WHAT THIS TASK INVOLVES:
For this exercise, write each entry below out precisely and omit the pictures.

EXCERPTED DATA:
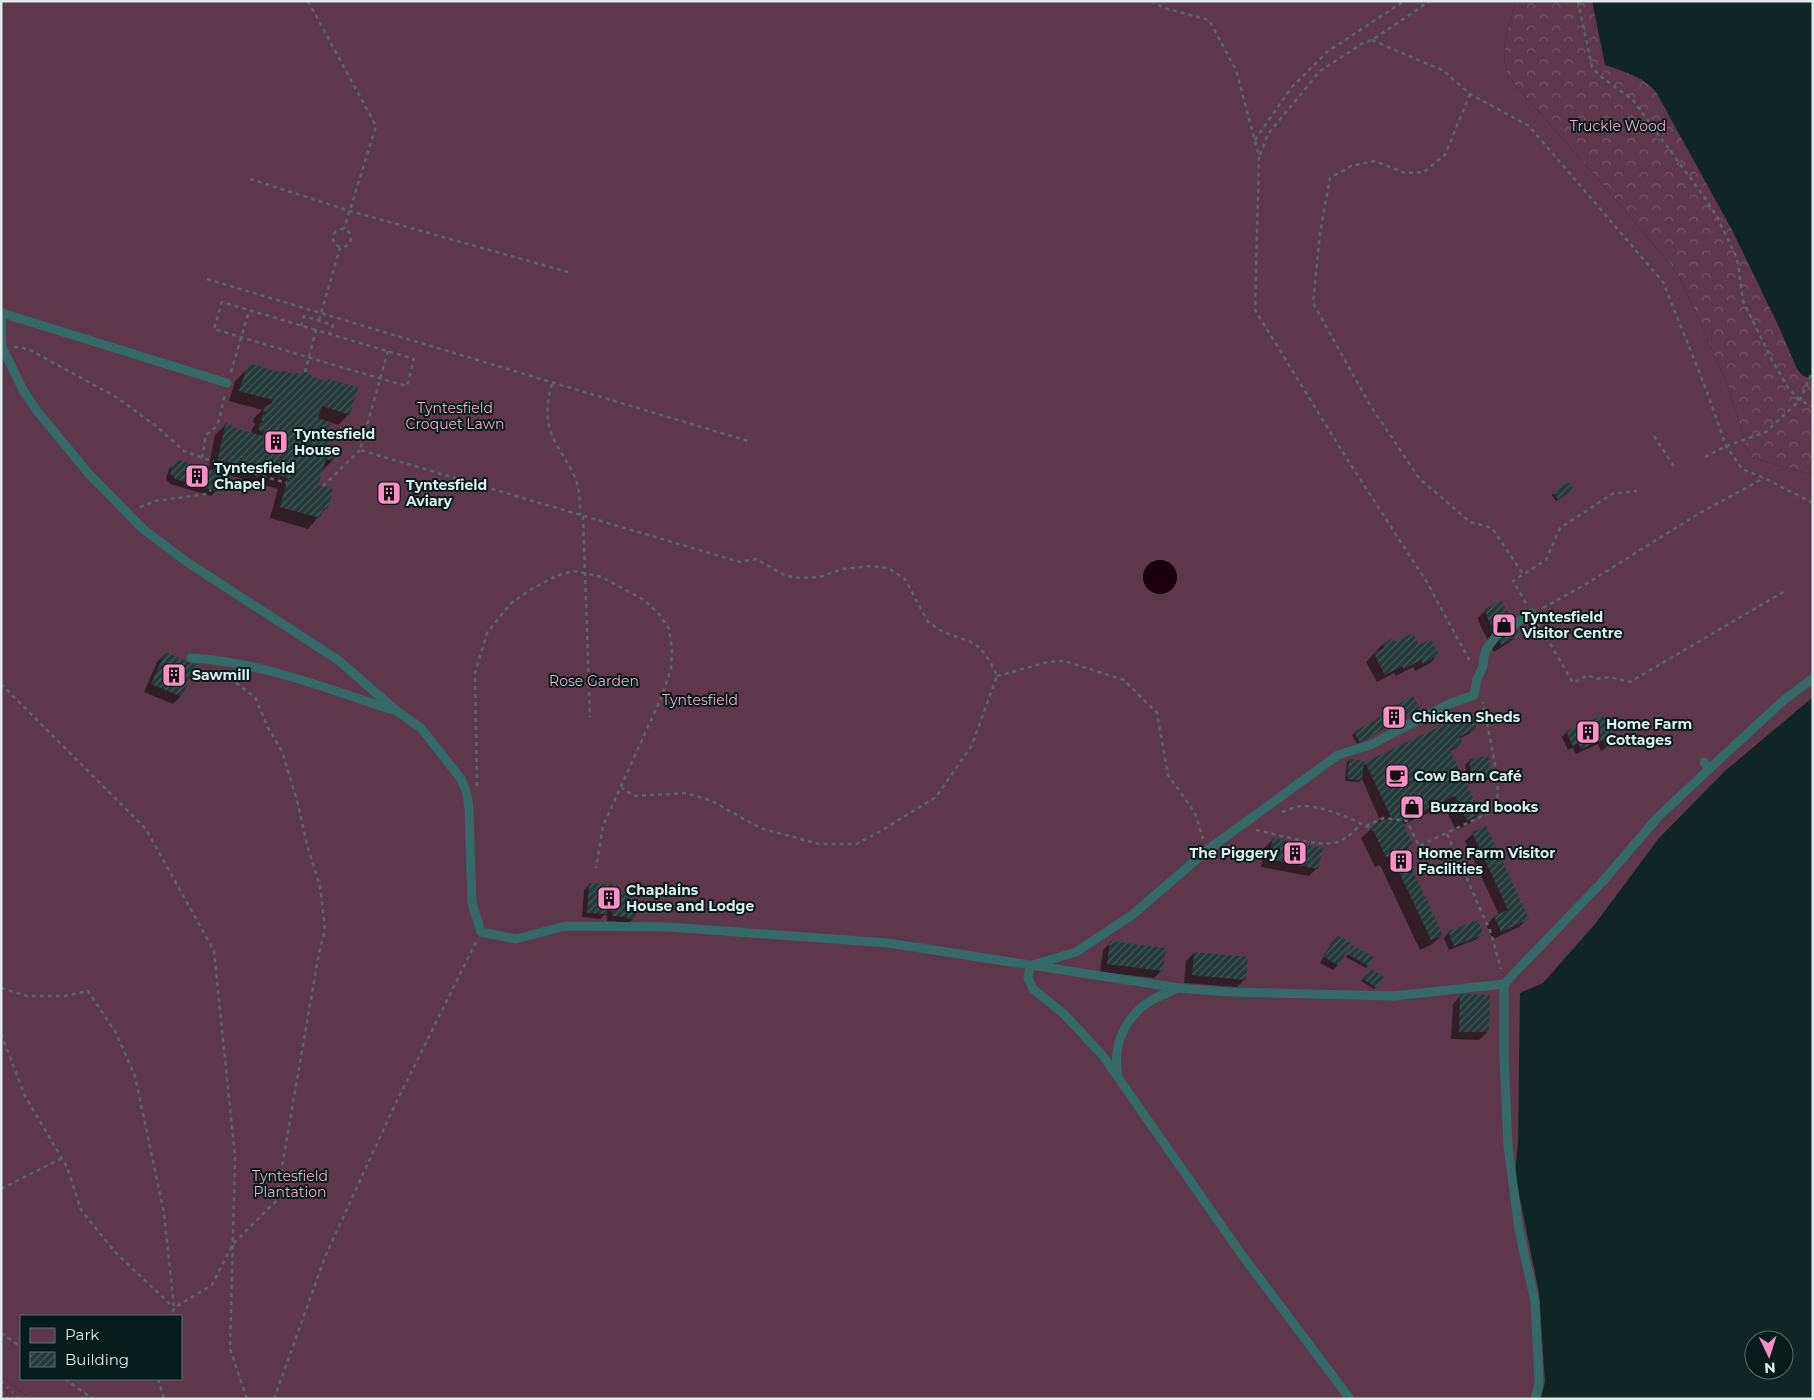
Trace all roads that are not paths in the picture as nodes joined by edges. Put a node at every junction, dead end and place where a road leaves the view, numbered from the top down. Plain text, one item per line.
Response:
1 (2, 313) edge
2 (2, 347) edge
3 (227, 383) road end
4 (1532, 613) road end
5 (191, 658) dead end
6 (1813, 678) edge
7 (398, 712) junction
8 (1030, 966) junction
9 (1504, 984) junction
10 (1179, 988) junction
11 (1119, 1079) junction
12 (1350, 1399) edge
13 (1535, 1399) edge

1 - 2 lane
1 - 3 lane
2 - 7 lane
4 - 8 lane
5 - 7 lane
6 - 9 lane
7 - 8 lane
8 - 10 lane
8 - 11 lane
9 - 10 lane
9 - 13 lane
10 - 11 lane
11 - 12 lane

RESPONSE AREA:
Trace all roads that are not paths in the picture as nodes joined by edges. Put a node at every junction, dead end and place where a road leaves the view, numbered from the top down. Plain text, one item per line.
Response:
1 (2, 313) edge
2 (2, 347) edge
3 (227, 383) road end
4 (1532, 613) road end
5 (191, 658) dead end
6 (1813, 678) edge
7 (398, 712) junction
8 (1030, 966) junction
9 (1504, 984) junction
10 (1179, 988) junction
11 (1119, 1079) junction
12 (1350, 1399) edge
13 (1535, 1399) edge

1 - 2 lane
1 - 3 lane
2 - 7 lane
4 - 8 lane
5 - 7 lane
6 - 9 lane
7 - 8 lane
8 - 10 lane
8 - 11 lane
9 - 10 lane
9 - 13 lane
10 - 11 lane
11 - 12 lane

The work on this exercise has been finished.